Ethanol Subsidies: Not Gone, Just Hidden a Little Better | Mother Jones
So why did the powerful corn ethanol lobby let it expire without an apparent fight? The answer lies in legislation known as the Renewable Fuel Standard (RFS), which creates government-guaranteed demand that keeps corn prices high and generates massive farm profits. Removing the tax credit but keeping the RFS is like scraping a little frosting from the ethanol-boondoggle cake.

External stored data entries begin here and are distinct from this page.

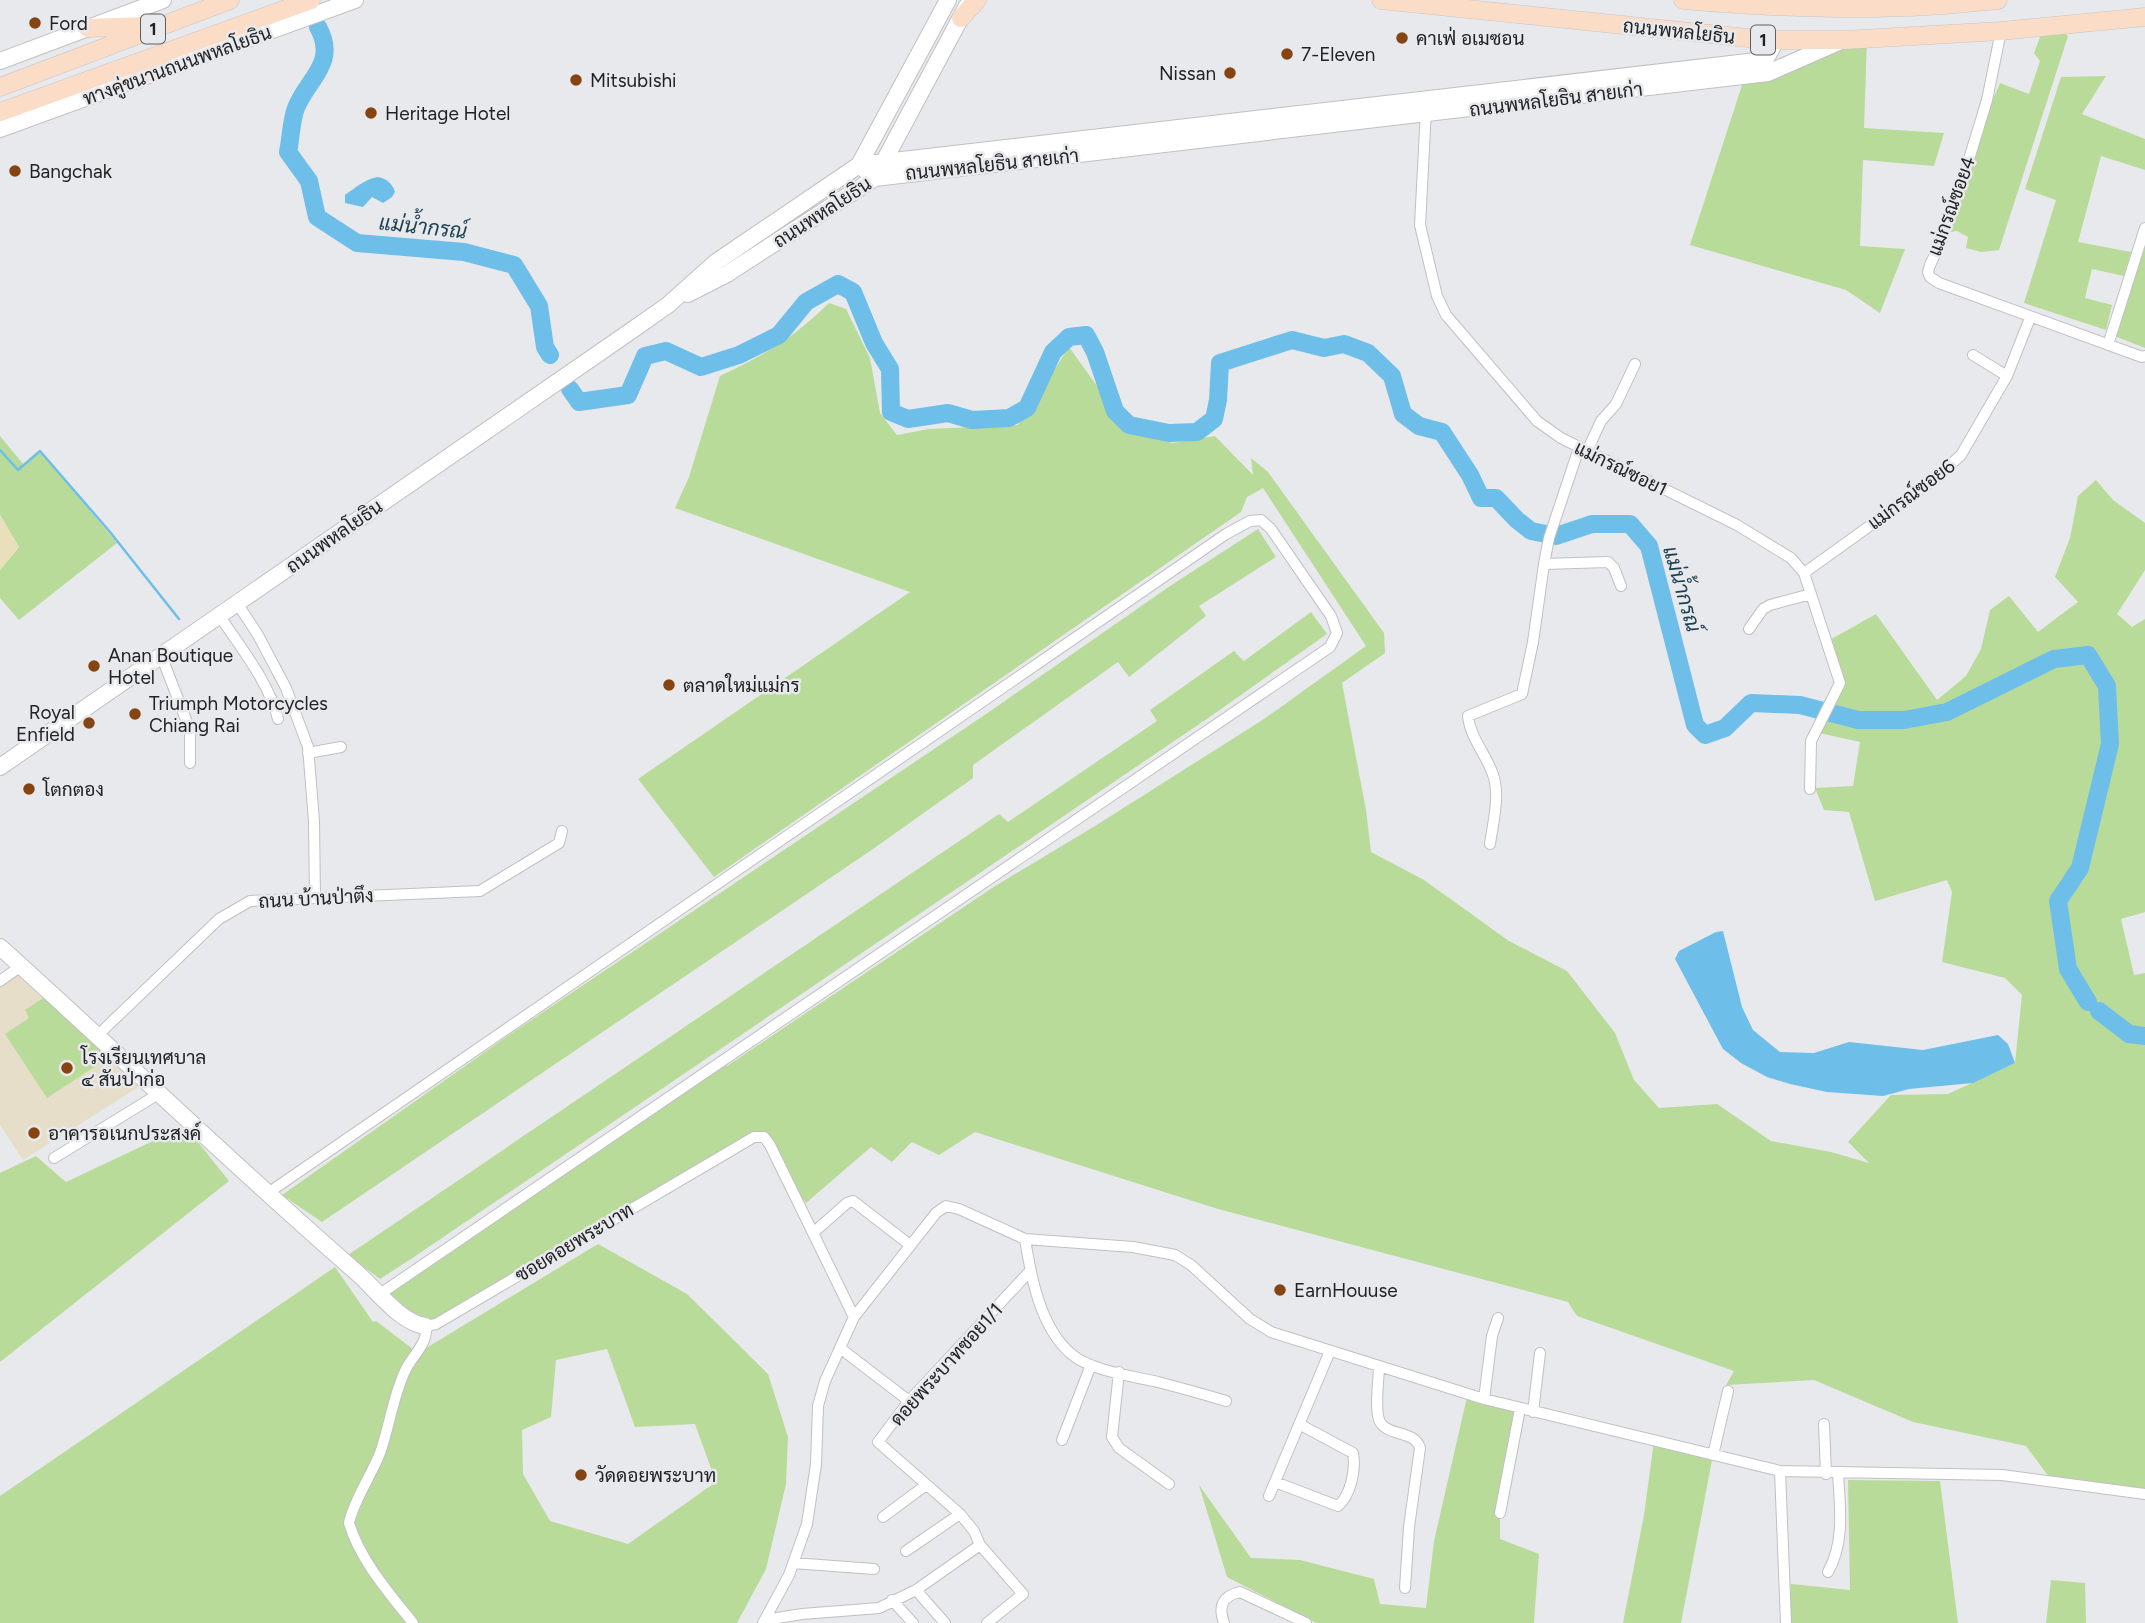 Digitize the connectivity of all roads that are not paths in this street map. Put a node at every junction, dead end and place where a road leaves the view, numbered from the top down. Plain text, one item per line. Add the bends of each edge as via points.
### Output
1 (163, 0) edge
2 (230, 0) edge
3 (312, 0) edge
4 (355, 0) edge
5 (948, 0) edge
6 (971, 0) edge
7 (977, 0) edge
8 (1381, 0) edge
9 (1683, 0) edge
10 (1991, 0) edge
11 (1998, 0) edge
12 (2145, 17) edge
13 (961, 18) junction
14 (163, 25) junction
15 (88, 29) junction
16 (2001, 31) junction
17 (1767, 40) junction
18 (1843, 40) junction
19 (170, 49) junction
20 (0, 61) edge
21 (21, 79) junction
22 (138, 80) junction
23 (0, 87) edge
24 (30, 101) junction
25 (1425, 107) junction
26 (0, 112) edge
27 (0, 130) edge
28 (898, 132) junction
29 (917, 159) junction
30 (886, 162) junction
31 (859, 165) junction
32 (875, 178) junction
33 (2145, 228) edge
34 (668, 305) junction
35 (2030, 318) junction
36 (2108, 345) junction
37 (1973, 355) dead end
38 (2145, 356) edge
39 (1635, 365) dead end
40 (2007, 376) junction
41 (1583, 450) junction
42 (1544, 564) junction
43 (1804, 573) junction
44 (1621, 586) dead end
45 (1811, 594) junction
46 (237, 603) junction
47 (219, 615) junction
48 (1749, 629) dead end
49 (161, 655) junction
50 (278, 719) dead end
51 (341, 747) dead end
52 (308, 750) junction
53 (190, 763) dead end
54 (0, 767) edge
55 (1810, 789) dead end
56 (562, 831) dead end
57 (1490, 844) dead end
58 (315, 898) junction
59 (215, 908) dead end
60 (216, 921) junction
61 (0, 947) edge
62 (21, 965) junction
63 (0, 981) edge
64 (98, 1035) junction
65 (160, 1093) junction
66 (54, 1158) dead end
67 (268, 1192) junction
68 (813, 1233) junction
69 (1025, 1239) junction
70 (910, 1245) junction
71 (1030, 1271) junction
72 (380, 1294) junction
73 (854, 1317) junction
74 (1498, 1318) dead end
75 (425, 1326) junction
76 (840, 1348) junction
77 (1330, 1350) junction
78 (1540, 1353) dead end
79 (1091, 1365) junction
80 (1379, 1366) junction
81 (1119, 1372) junction
82 (1728, 1391) dead end
83 (1484, 1399) junction
84 (909, 1401) junction
85 (1226, 1401) dead end
86 (1520, 1409) junction
87 (1533, 1412) junction
88 (1299, 1424) junction
89 (1824, 1424) dead end
90 (1062, 1440) dead end
91 (1713, 1455) junction
92 (1780, 1471) junction
93 (1826, 1474) junction
94 (1838, 1474) junction
95 (1275, 1482) junction
96 (1170, 1484) dead end
97 (926, 1485) junction
98 (2145, 1494) edge
99 (1269, 1496) dead end
100 (1500, 1513) dead end
101 (960, 1514) junction
102 (883, 1517) dead end
103 (981, 1545) junction
104 (906, 1551) dead end
105 (793, 1563) junction
106 (874, 1569) dead end
107 (1828, 1572) dead end
108 (1405, 1588) dead end
109 (916, 1590) junction
110 (892, 1600) junction
111 (764, 1622) edge
112 (413, 1623) edge
113 (913, 1623) edge
114 (945, 1623) edge
115 (987, 1623) edge
116 (1224, 1623) edge
117 (1306, 1623) edge
118 (1786, 1623) edge

1 - 15 main road, 1
2 - 14 main road, 1
3 - 19 main road, 1
4 - 22 main road, ทางคู่ขนานถนนพหลโยธิน / 1
5 - 31 main road, ถนนพหลโยธิน
6 - 13 main road, ถนนพหลโยธิน
7 - 13 main road
8 - 17 main road, ถนนพหลโยธิน / 1
9 - 10 main road, ถนนพหลโยธิน / 1 via 1847,9
10 - 11 main road, ถนนพหลโยธิน / 1
12 - 16 main road, ถนนพหลโยธิน / 1
13 - 28 main road, ถนนพหลโยธิน
14 - 15 main road
14 - 21 main road, 1
15 - 20 main road, 1
16 - 18 main road, ถนนพหลโยธิน / 1
16 - 35 street, แม่กรณ์ซอย4 via 1987,100 1928,272 1939,283
17 - 18 main road, ถนนพหลโยธิน / 1
17 - 25 main road, ถนนพหลโยธิน สายเก่า via 1772,48 1765,60
18 - 25 main road, ถนนพหลโยธิน สายเก่า via 1768,73
19 - 22 main road
19 - 24 main road, 1
21 - 23 main road, 1
21 - 24 main road via 37,78 43,83 43,90
22 - 27 main road, ทางคู่ขนานถนนพหลโยธิน / 1
24 - 26 main road, 1
25 - 29 main road, ถนนพหลโยธิน สายเก่า
25 - 32 main road, ถนนพหลโยธิน สายเก่า
25 - 41 street, แม่กรณ์ซอย1 via 1420,225 1437,296 1446,315 1537,421
28 - 29 main road via 899,153
28 - 30 main road, ถนนพหลโยธิน
29 - 30 main road, ถนนพหลโยธิน สายเก่า
30 - 31 main road, ถนนพหลโยธิน สายเก่า
30 - 32 main road, ถนนพหลโยธิน
31 - 32 main road
31 - 34 main road, ถนนพหลโยธิน via 716,262
32 - 34 main road, ถนนพหลโยธิน via 727,274
33 - 36 street
34 - 46 main road, ถนนพหลโยธิน
35 - 36 street, แม่กรณ์ซอย4
35 - 40 street, แม่กรณ์ซอย6
36 - 38 street
37 - 40 street
39 - 41 street via 1616,404
40 - 43 street, แม่กรณ์ซอย6 via 1961,456
41 - 42 street
41 - 43 street, แม่กรณ์ซอย1 via 1737,525 1790,558
42 - 44 street via 1608,562
42 - 57 street via 1522,694 1468,716 1493,774 1496,792
43 - 45 street
45 - 48 street via 1770,605
45 - 55 street via 1840,683 1811,741
46 - 47 main road, ถนนพหลโยธิน
46 - 52 street via 286,688
47 - 49 main road, ถนนพหลโยธิน
47 - 50 street
49 - 53 street via 190,730
49 - 54 main road, ถนนพหลโยธิน
51 - 52 street
52 - 58 street
56 - 58 street, ถนน บ้านป่าตึง via 559,843 480,891
58 - 60 street, ถนน บ้านป่าตึง via 250,901
59 - 60 street
60 - 64 street, ถนน บ้านป่าตึง
61 - 62 main road
62 - 63 street
62 - 64 main road
64 - 65 main road
65 - 66 street
65 - 67 main road
67 - 72 main road
67 - 72 street via 1226,534 1250,521 1261,520 1271,529 1331,616 1337,633 1330,647
68 - 70 street via 853,1201
68 - 73 street, ซอยดอยพระบาท
68 - 75 street, ซอยดอยพระบาท via 770,1145 764,1137 754,1137 436,1324
69 - 70 street via 946,1206
69 - 71 street
69 - 77 street via 1133,1247 1175,1255 1271,1332
70 - 73 street
71 - 79 street via 1058,1338 1070,1353
71 - 84 street, ดอยพระบาทซอย1/1
72 - 75 main road via 410,1321
73 - 76 street
74 - 83 street
75 - 112 street via 428,1335 403,1376 381,1451 349,1523 371,1568
76 - 84 street
76 - 105 street via 818,1406 807,1524
77 - 80 street
77 - 88 street
78 - 87 street
79 - 81 street
79 - 90 street
80 - 83 street
80 - 108 street via 1379,1419 1391,1430 1413,1437 1420,1447
81 - 85 street
81 - 96 street via 1114,1443
82 - 91 street
83 - 86 street
84 - 97 street, ดอยพระบาทซอย1/1 via 878,1442
86 - 87 street
86 - 100 street
87 - 91 street
88 - 95 street
88 - 95 street via 1353,1453 1348,1494 1338,1506
89 - 93 street
91 - 92 street
92 - 93 street
92 - 118 street
93 - 94 street
94 - 98 street via 2002,1475
94 - 107 street via 1839,1538
95 - 99 street
97 - 101 street, ดอยพระบาทซอย1/1
97 - 102 street
101 - 103 street, ดอยพระบาทซอย1/1
101 - 104 street
103 - 109 street
103 - 115 street, ดอยพระบาทซอย1/1 via 1023,1594
105 - 106 street
105 - 111 street
109 - 110 street
109 - 114 street
110 - 111 street via 878,1608
110 - 113 street
116 - 117 street via 1222,1601 1240,1592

The RFS mandates that at least 37 percent of the 2011-12 corn crop be converted to ethanol and blended with the gasoline that powers our cars…[As a result] the current price of corn on the Chicago Mercantile Exchange is about $6.50 per bushel—almost triple the pre-mandate level....So there you have it. The fairy tale version of the story was nice, but it turns out that ethanol subsidies didn't go away after all. That's true both literally (most of the subsidy money was redirected to other, smaller-bore ethanol initiatives) and in the bigger picture, where mandates provide the same benefit without being quite so obvious about it. Corn farmers have learned what so many other special interests before them have learned: A nice, quiet subsidy is always better and safer than a garish, noisy one. Now that's what they have.
1 comment:
Tom, You definitely are smarter than most of our government officials. That is exactly what this is, for the ethanol gang it is "They'll pretend to spank us and we'll pretend to cry"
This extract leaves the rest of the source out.